From Argus Hamilton:

The White House announced that the president will return five percent of his salary to the U.S. government to share the sacrifice in the sequester budget cuts. He’s paying seventeen hundred a month back to the Treasury. At this rate he’ll reimburse us for what he spent on family vacations but only if he’s president for another twenty-three years.

 

John Kerry declared he will donate five percent of his salary to charity as a sacrifice for the sequester budget cuts. He’s worth two hundred million dollars. For five percent of his Secretary of State’s salary to hurt him he would have had to marry Dionne Warwick.


 

The White House on Monday proclaimed April to be Personal Finance Responsibility Month. The Obama administration put together a website intended to teach children how to manage budgets responsibly. It looks like another case of those who cannot do, teach.


 

The White House backed banks who give home loans to people with bad credit. They threatened banks who refuse. The American Dream is now a thirty-year mortgage and a two-month payment plan, backed by the full faith and paratroopers of the U.S. government.


 

Senator Jay Rockefeller asked Carnival Cruise to reimburse the U.S. Treasury the four million dollars it cost the U.S. government for the Coast Guard to tow last month’s sewage-fouled liner back safely to port.
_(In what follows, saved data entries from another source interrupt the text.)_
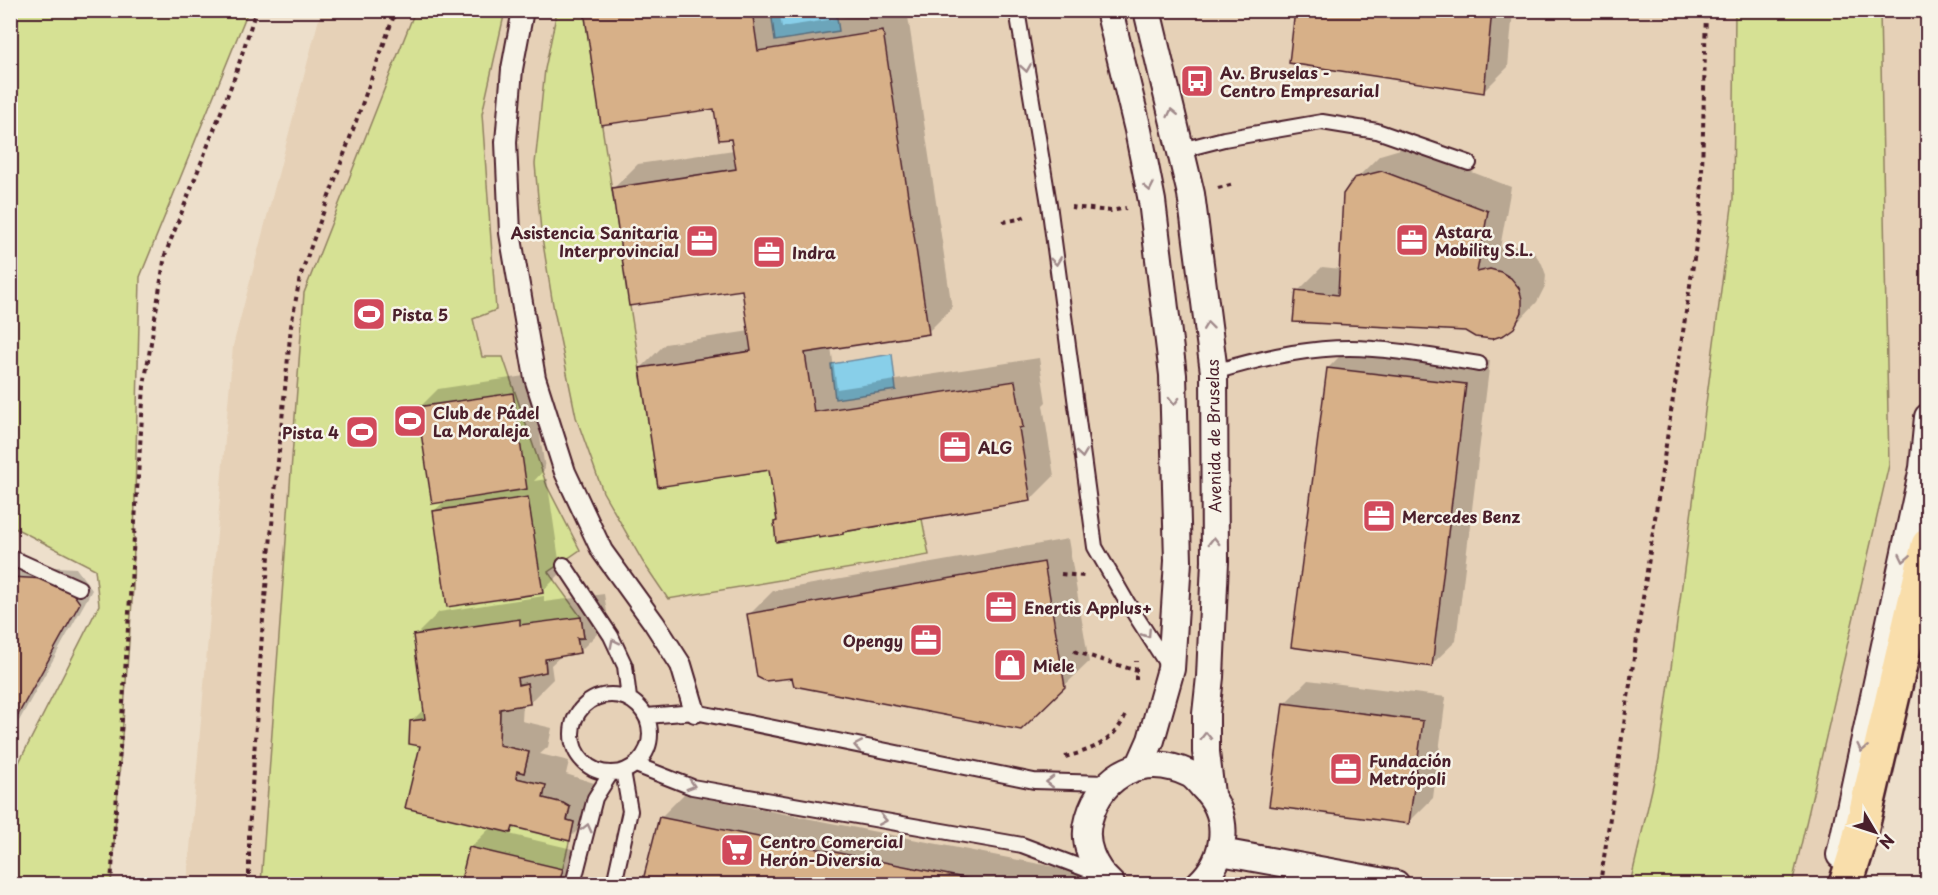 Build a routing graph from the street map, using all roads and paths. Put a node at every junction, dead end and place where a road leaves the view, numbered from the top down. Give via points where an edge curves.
1 (256, 10) edge
2 (396, 10) edge
3 (523, 10) edge
4 (1017, 10) edge
5 (1109, 10) edge
6 (1147, 10) edge
7 (1706, 10) edge
8 (1181, 150) junction
9 (1469, 163) dead end
10 (1234, 184) dead end
11 (1191, 194) junction
12 (1152, 201) junction
13 (1048, 204) junction
14 (1003, 222) dead end
15 (1479, 364) dead end
16 (1214, 372) junction
17 (1928, 417) edge
18 (1928, 545) edge
19 (10, 557) edge
20 (564, 565) dead end
21 (1061, 574) dead end
22 (1089, 576) dead end
23 (79, 588) dead end
24 (1074, 651) dead end
25 (1135, 660) dead end
26 (1171, 669) junction
27 (1137, 671) junction
28 (1134, 690) dead end
29 (629, 698) junction
30 (1128, 710) dead end
31 (694, 712) junction
32 (647, 716) junction
33 (1139, 766) junction
34 (624, 770) junction
35 (1034, 781) junction
36 (1108, 783) junction
37 (1211, 794) junction
38 (1221, 852) junction
39 (1105, 880) edge
40 (1200, 884) edge
41 (111, 885) edge
42 (249, 885) edge
43 (573, 885) edge
44 (614, 885) edge
45 (1396, 885) edge
46 (1600, 885) edge
47 (1836, 885) edge
48 (1846, 885) edge

1 - 41 path via 235,76 165,255 144,386
2 - 42 path via 300,277 291,326 263,619
3 - 31 street via 512,69 506,142 510,233 536,378 565,472 602,551 681,665
4 -> 13 lane
5 -> 12 street
8 -> 6 street, Avenida de Bruselas
7 - 46 path via 1701,212
8 - 9 lane via 1323,122 1377,131
8 - 11 street, Avenida de Bruselas
10 - 11 path
16 -> 11 street, Avenida de Bruselas
12 - 13 path via 1111,212
12 -> 26 street via 1173,375 1178,561
13 - 14 path via 1019,219
13 -> 26 lane via 1095,548
15 - 16 lane via 1372,348 1322,350 1255,360
37 -> 16 street, Avenida de Bruselas via 1206,714 1215,561
17 -> 47 street via 1923,468 1840,849
18 - 48 highway
19 - 23 lane
29 -> 20 lane via 625,666 611,636
21 - 22 path
24 - 27 path
25 - 27 path
26 - 33 street via 1151,740
27 - 28 path
29 - 32 lane
29 - 34 lane via 616,694 592,699 575,718 572,731 578,756 587,765 598,771
30 - 35 path via 1107,739 1090,751 1059,759 1041,757
31 - 32 lane
35 -> 31 lane
32 - 34 lane via 650,742 645,755
33 - 36 street
33 - 37 street via 1166,765 1192,775
34 -> 39 lane via 692,787 1022,845
43 -> 34 lane via 595,798
34 - 44 lane via 630,811
36 -> 35 lane
36 - 39 street via 1093,803 1086,827 1089,852
37 - 38 street via 1220,812
38 - 40 street
38 - 45 street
The cruise company is complaining, but they won’t get anywhere. Even the Auto Club only tows you so many times before they start charging you.

 

From Jay Leno:

Good news: our buddy Wesley Snipes — remember he went to prison in 2010 for tax evasion — he got released earlier this week. The bad news: He’s only got 10 days to file his taxes.

 

From Dave Letterman:

The White House has now put together a website for kids. It’s a website to teach kids how to manage a budget responsibly. The website is called “Irony.gov.”

 

 

From Jimmy Fallon:

A new report found that, despite the slowing economy, going to college is still paying off. Unfortunately, still paying off is what you’ll be doing with your college loans for the rest of your life.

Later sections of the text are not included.